Patrick Morris is a longtime NHL agent, which means he knows about numbers and contracts and percentages of how things might fall for a certain player when it comes to unrestricted free agency.
He also represents James Neal of the Golden Knights.
In October, when most believed Vegas was headed toward a typical losing expansion season, Morris put it at 25 percent Neal would still be with the club at the Feb. 26 trade deadline.
That, as most surmised when Neal was selected in the expansion draft from Nashville, a contender would deal for the veteran about to enter UFA status as a playoff rental.
“But then,” Morris said, “the season began.”
But then, history happened.
It is a popular debate as the Knights arrive at the All-Star break atop the Western Conference, what might be done in terms of Neal either potentially signing a long-term deal or moved if another franchise offers the sort of enticing haul of draft picks and (possibly) a return player for him.

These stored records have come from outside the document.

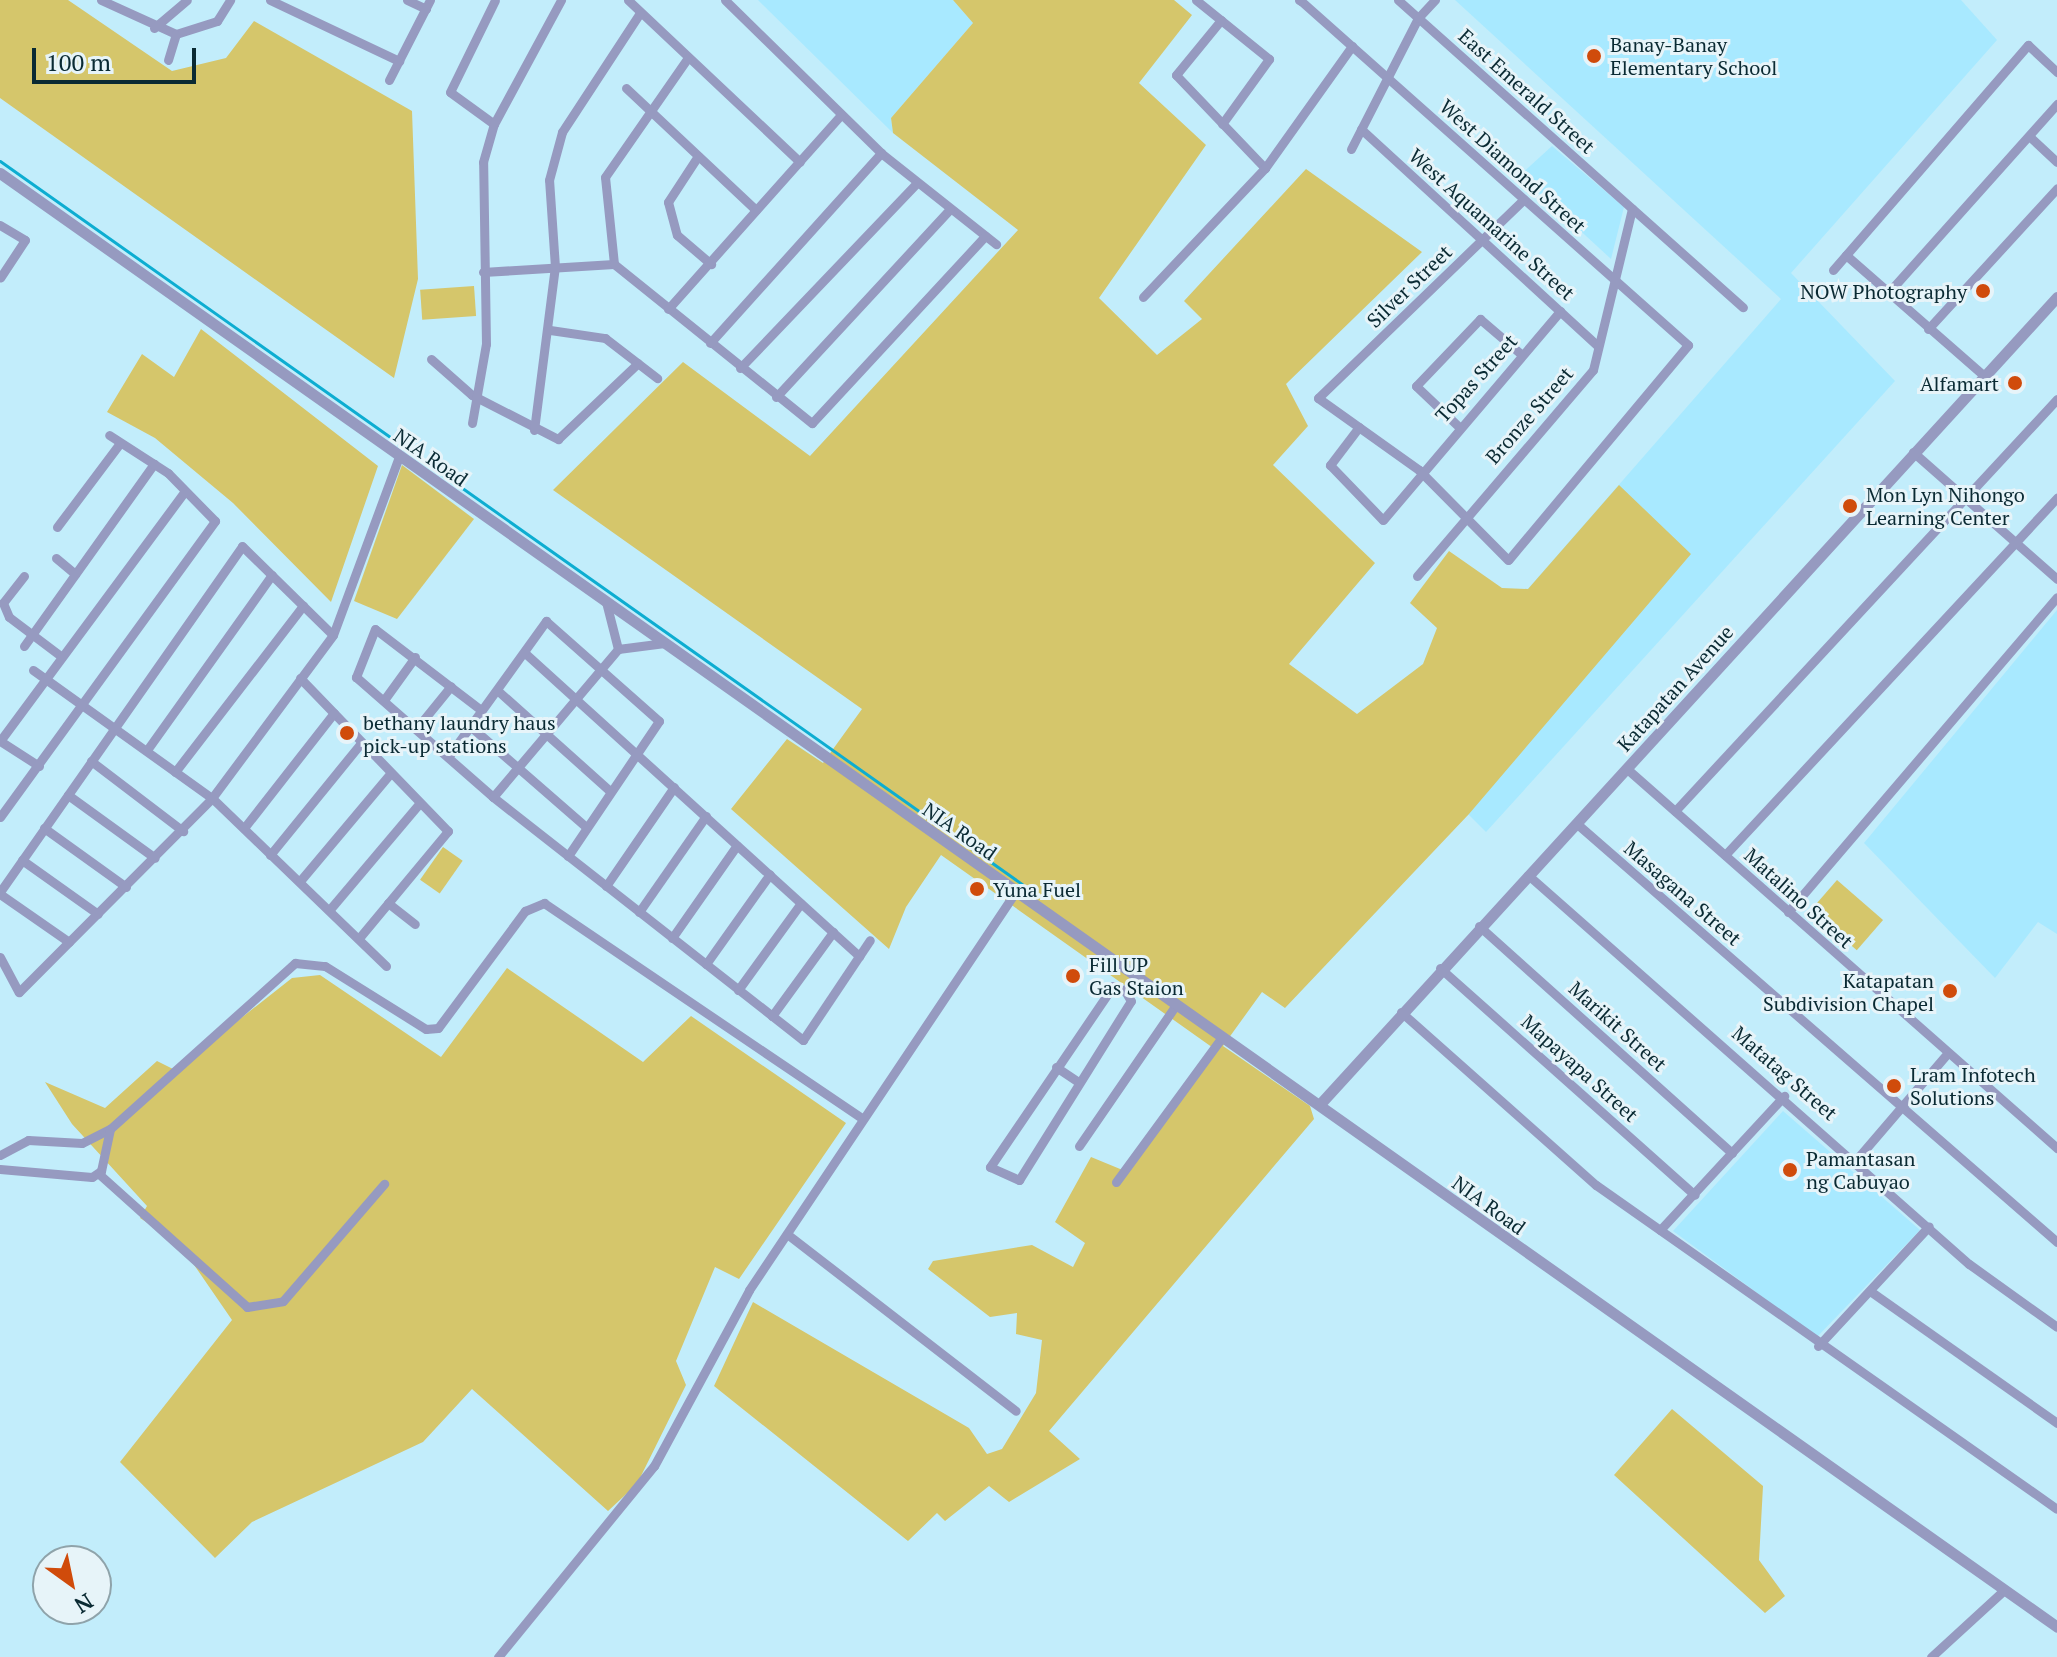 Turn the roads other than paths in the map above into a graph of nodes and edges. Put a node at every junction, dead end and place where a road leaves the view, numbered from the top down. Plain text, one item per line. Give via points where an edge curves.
1 (102, 0) edge
2 (187, 0) edge
3 (230, 0) edge
4 (270, 0) edge
5 (407, 0) edge
6 (495, 0) edge
7 (561, 0) edge
8 (628, 0) edge
9 (725, 0) edge
10 (1196, 0) edge
11 (1299, 0) edge
12 (1398, 0) edge
13 (1435, 0) edge
14 (428, 4) edge
15 (640, 13) junction
16 (1418, 18) junction
17 (1221, 20) junction
18 (154, 28) junction
19 (176, 34) junction
20 (1352, 46) junction
21 (687, 59) junction
22 (168, 60) dead end
23 (399, 61) junction
24 (2057, 72) edge
25 (1387, 78) junction
26 (389, 80) dead end
27 (626, 88) dead end
28 (2057, 104) edge
29 (651, 108) junction
30 (841, 115) junction
31 (494, 124) junction
32 (1222, 124) junction
33 (1361, 129) junction
34 (2029, 136) junction
35 (1351, 149) dead end
36 (881, 153) junction
37 (698, 156) junction
38 (800, 162) junction
39 (2057, 162) edge
40 (1265, 168) junction
41 (0, 173) edge
42 (917, 183) junction
43 (2057, 188) edge
44 (1524, 199) junction
45 (950, 209) junction
46 (1632, 209) junction
47 (756, 210) junction
48 (0, 225) edge
49 (985, 236) junction
50 (1482, 240) junction
51 (996, 244) dead end
52 (1846, 255) junction
53 (614, 264) junction
54 (711, 264) junction
55 (555, 267) junction
56 (1833, 270) dead end
57 (483, 272) junction
58 (0, 278) edge
59 (1615, 280) junction
60 (1888, 293) junction
61 (1143, 297) dead end
62 (2057, 297) edge
63 (1743, 307) dead end
64 (668, 309) junction
65 (1560, 311) junction
66 (1928, 329) junction
67 (550, 330) junction
68 (710, 343) junction
69 (1598, 346) junction
70 (1521, 354) junction
71 (431, 359) dead end
72 (638, 363) junction
73 (740, 368) junction
74 (1984, 376) junction
75 (657, 378) dead end
76 (472, 395) junction
77 (776, 397) junction
78 (2057, 399) edge
79 (472, 423) dead end
80 (1458, 426) junction
81 (1359, 427) junction
82 (534, 430) junction
83 (109, 435) dead end
84 (120, 443) junction
85 (1913, 452) junction
86 (399, 457) junction
87 (154, 464) junction
88 (1419, 470) junction
89 (185, 491) junction
90 (1966, 498) junction
91 (2057, 498) edge
92 (1463, 518) junction
93 (57, 527) dead end
94 (2017, 543) junction
95 (56, 558) dead end
96 (75, 574) junction
97 (272, 575) junction
98 (24, 576) dead end
99 (1417, 576) dead end
100 (2057, 579) edge
101 (2057, 597) edge
102 (606, 602) junction
103 (303, 606) junction
104 (32, 635) junction
105 (333, 635) junction
106 (665, 643) junction
107 (24, 646) dead end
108 (618, 649) junction
109 (526, 654) junction
110 (62, 657) junction
111 (415, 657) junction
112 (33, 670) dead end
113 (602, 670) junction
114 (300, 678) junction
115 (46, 680) junction
116 (451, 686) junction
117 (497, 690) junction
118 (577, 699) junction
119 (384, 700) junction
120 (84, 703) junction
121 (481, 710) junction
122 (334, 713) junction
123 (115, 725) junction
124 (470, 726) junction
125 (416, 729) junction
126 (546, 735) junction
127 (361, 743) junction
128 (147, 750) junction
129 (635, 752) junction
130 (448, 757) junction
131 (91, 761) junction
132 (39, 766) junction
133 (518, 768) junction
134 (1626, 768) junction
135 (175, 772) junction
136 (389, 775) junction
137 (674, 787) junction
138 (610, 791) junction
139 (68, 795) junction
140 (493, 797) junction
141 (212, 798) junction
142 (419, 804) junction
143 (1675, 811) junction
144 (706, 816) junction
145 (0, 817) edge
146 (1576, 823) junction
147 (586, 827) junction
148 (44, 828) junction
149 (244, 828) junction
150 (183, 831) junction
151 (737, 845) junction
152 (270, 855) junction
153 (1725, 855) junction
154 (568, 856) junction
155 (155, 858) junction
156 (22, 860) junction
157 (770, 874) junction
158 (1528, 875) junction
159 (300, 881) junction
160 (606, 886) junction
161 (126, 887) junction
162 (0, 893) edge
163 (1015, 893) junction
164 (388, 903) junction
165 (801, 903) junction
166 (331, 908) junction
167 (639, 912) junction
168 (1788, 912) junction
169 (98, 914) junction
170 (415, 924) dead end
171 (1479, 926) junction
172 (833, 932) junction
173 (360, 937) junction
174 (672, 938) junction
175 (870, 940) dead end
176 (69, 942) junction
177 (859, 956) junction
178 (0, 957) edge
179 (706, 964) junction
180 (386, 966) dead end
181 (1440, 968) junction
182 (1136, 976) junction
183 (738, 990) junction
184 (1125, 991) junction
185 (1176, 1005) junction
186 (1401, 1012) junction
187 (772, 1016) junction
188 (1222, 1037) junction
189 (1945, 1056) junction
190 (1056, 1067) junction
191 (1078, 1082) junction
192 (1784, 1096) junction
193 (1320, 1104) junction
194 (1901, 1108) junction
195 (863, 1119) junction
196 (110, 1129) junction
197 (1079, 1146) dead end
198 (2057, 1148) edge
199 (1732, 1153) junction
200 (0, 1155) edge
201 (1856, 1160) junction
202 (0, 1169) edge
203 (99, 1174) junction
204 (1116, 1182) dead end
205 (384, 1184) dead end
206 (1695, 1195) junction
207 (1929, 1226) junction
208 (1660, 1230) junction
209 (787, 1234) junction
210 (2057, 1242) edge
211 (1870, 1291) junction
212 (2057, 1327) edge
213 (1818, 1346) junction
214 (1016, 1411) dead end
215 (2057, 1423) edge
216 (2057, 1509) edge
217 (2004, 1590) junction
218 (2057, 1627) edge
219 (498, 1657) edge
220 (1931, 1657) edge

1 - 18 street
2 - 18 street
3 - 19 street via 217,21
4 - 23 street
5 - 14 street
6 - 31 street via 450,92
7 - 31 street
8 - 15 street
9 - 30 street
10 - 17 street
11 - 20 street, West Diamond Street
12 - 16 street, East Emerald Street
13 - 16 street
14 - 23 street
15 - 21 street
15 - 55 street via 562,132 549,180
16 - 25 street
16 - 46 street, East Emerald Street
17 - 32 street via 1176,75
17 - 32 street via 1269,59
18 - 19 street
19 - 22 street
20 - 25 street, West Diamond Street
20 - 40 street
21 - 29 street
21 - 38 street
23 - 26 street
24 - 52 street via 2028,45
25 - 33 street
25 - 44 street, West Diamond Street
27 - 29 street
28 - 34 street
29 - 37 street
29 - 53 street via 605,177
30 - 36 street
30 - 38 street
31 - 57 street via 483,162
32 - 40 street
33 - 35 street
33 - 50 street, West Aquamarine Street
34 - 39 street
34 - 60 street
36 - 42 street
36 - 68 street
37 - 47 street
37 - 54 street via 668,202 677,235
38 - 47 street
40 - 61 street
41 - 86 street, NIA Road
42 - 45 street
42 - 73 street
43 - 66 street
44 - 50 street, Silver Street
44 - 59 street, West Diamond Street
45 - 49 street
45 - 77 street
46 - 59 street, Bronze Street
46 - 63 street, East Emerald Street
47 - 54 street
48 - 58 street via 25,240
49 - 51 street
49 - 77 street via 812,423
50 - 65 street, West Aquamarine Street
50 - 81 street, Silver Street via 1318,398
52 - 56 street
52 - 60 street
53 - 55 street
53 - 64 street
54 - 64 street
55 - 57 street
55 - 67 street
57 - 76 street via 486,344
59 - 69 street, Bronze Street
59 - 92 street, West Diamond Street via 1688,345 1508,560
60 - 66 street
62 - 74 street, Katapatan Avenue
64 - 68 street
65 - 69 street, West Aquamarine Street
65 - 70 street, Topas Street
66 - 74 street
67 - 72 street via 605,338
67 - 82 street
68 - 73 street
69 - 92 street, Bronze Street via 1593,370
70 - 80 street, Topas Street
70 - 80 street via 1480,319 1416,386
71 - 76 street
72 - 75 street
72 - 82 street via 558,439
73 - 77 street
74 - 85 street, Katapatan Avenue
76 - 79 street
76 - 82 street
78 - 90 street
80 - 88 street, Topas Street
81 - 88 street
81 - 88 street, Topas Street via 1330,465 1383,520
83 - 84 street
84 - 87 street
84 - 93 street
85 - 90 street
85 - 134 street, Katapatan Avenue
86 - 102 street, NIA Road
86 - 105 street
87 - 89 street
87 - 96 street
88 - 92 street
89 - 110 street
89 - 120 street via 215,521
90 - 94 street
90 - 143 street
91 - 94 street
92 - 99 street, Bronze Street
94 - 100 street
94 - 153 street
95 - 96 street
96 - 104 street
97 - 103 street
97 - 123 street via 242,546
97 - 128 street
98 - 104 street via 3,603
101 - 168 street
102 - 106 street, NIA Road
102 - 108 street
103 - 105 street
103 - 135 street
104 - 107 street
104 - 110 street
105 - 114 street
106 - 108 street
106 - 163 street, NIA Road
108 - 113 street
109 - 113 street via 546,621
109 - 117 street
109 - 118 street
110 - 115 street
111 - 116 street
111 - 119 street
111 - 119 street via 375,629 356,677
112 - 115 street
113 - 118 street
113 - 129 street via 659,721
114 - 122 street
114 - 141 street
115 - 120 street
115 - 132 street via 0,741
116 - 121 street
116 - 125 street
117 - 121 street
117 - 126 street
118 - 126 street
118 - 129 street
119 - 125 street
120 - 123 street
120 - 132 street
121 - 124 street
122 - 127 street
122 - 149 street
123 - 128 street
123 - 131 street
124 - 130 street
124 - 133 street
125 - 130 street
126 - 133 street
126 - 138 street
127 - 136 street
127 - 152 street
128 - 135 street
129 - 137 street
129 - 138 street
130 - 140 street
131 - 139 street
131 - 150 street
132 - 145 street
133 - 140 street
133 - 147 street
134 - 143 street, Matalino Street
134 - 146 street, Katapatan Avenue
135 - 141 street
136 - 142 street
136 - 159 street
137 - 144 street
137 - 160 street
138 - 147 street
139 - 148 street
139 - 155 street
140 - 154 street
141 - 149 street
141 - 150 street
142 - 164 street via 448,831
142 - 166 street
143 - 153 street, Matalino Street
144 - 151 street
144 - 167 street
146 - 158 street, Katapatan Avenue
146 - 194 street, Masagana Street
147 - 154 street
148 - 156 street
148 - 161 street
149 - 152 street
150 - 155 street
151 - 157 street
151 - 174 street
152 - 159 street
153 - 168 street, Matalino Street
154 - 160 street
155 - 161 street
156 - 162 street
156 - 169 street
157 - 165 street
157 - 179 street
158 - 171 street, Katapatan Avenue
158 - 192 street, Matatag Street
159 - 166 street
160 - 167 street
161 - 169 street
162 - 176 street
163 - 182 street, NIA Road
163 - 195 street
164 - 170 street
164 - 173 street
165 - 172 street
165 - 183 street
166 - 173 street
167 - 174 street
168 - 189 street, Matalino Street
169 - 176 street
171 - 181 street, Katapatan Avenue
171 - 199 street, Marikit Street
172 - 177 street
172 - 187 street
173 - 180 street
174 - 179 street
175 - 177 street
176 - 178 street via 19,992
177 - 187 street via 803,1040
179 - 183 street
181 - 186 street, Katapatan Avenue
181 - 206 street, Mapayapa Street
182 - 184 street
182 - 185 street, NIA Road
183 - 187 street
184 - 190 street via 1113,986
184 - 191 street via 1131,1001
185 - 188 street, NIA Road
185 - 197 street
186 - 193 street, Katapatan Avenue
186 - 208 street via 1596,1185
188 - 193 street, NIA Road
188 - 204 street
189 - 194 street
189 - 198 street, Matalino Street
190 - 191 street
190 - 191 street via 990,1167 1017,1182
192 - 199 street
192 - 201 street, Matatag Street
193 - 217 street, NIA Road
194 - 201 street
194 - 210 street, Masagana Street
195 - 196 street via 544,903 525,911 438,1028 426,1029 325,966 291,965
195 - 209 street
196 - 200 street via 82,1143 28,1140
196 - 203 street
199 - 206 street
201 - 207 street, Matatag Street
202 - 203 street
203 - 205 street via 247,1307 283,1301
206 - 208 street
207 - 211 street
207 - 212 street, Matatag Street
208 - 213 street
209 - 214 street
209 - 219 street via 654,1466
211 - 213 street
211 - 215 street
213 - 216 street
217 - 218 street, NIA Road
217 - 220 street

The easy decision for general manager George McPhee — who never discusses contract negotiations publicly — would be to chase a Stanley Cup with those who led the Knights to such a remarkable season thus far, a run in which Neal has more than delivered on his reputation as a pure scorer.
He will arrive in Tampa an All-Star with 22 goals following a 2-1 loss to the Islanders on Thursday night before 18,184 at T-Mobile Arena, having scored at least 20 in each of his first 10 NHL seasons.
The only other current players to have done so: Alex Ovechkin, Jaromir Jagr, Patrick Kane, Jonathan Toews and Thomas Vanek.
Yeah. Pretty good company.
There is also this: Neal has totaled 44 points (25 goals) in 80 career playoff games.
He’s money when it counts most.
But these are rarely easy decisions, and one thing nobody knows — other than perhaps the parities involved —is how close the team and Neal might be when it comes to what both perceive his worth.
How much and for how long are the Knights willing to offer?
What might Neal demand?
“It’s important to be comfortable, to come to the rink every day and enjoy playing hockey,” Neal said. “It’s a business, but sometimes guys get caught up too much in that and being in a (UFA) year and they forget to enjoy the game.
“I want to win. I’ve been part of winning teams and I wanted to bring that here, to be a leader for the young guys and contribute all I could. Winning is hard. You can’t just pick a winner any more. It doesn’t work that way. Who would have ever thought we’d be doing what we have this season?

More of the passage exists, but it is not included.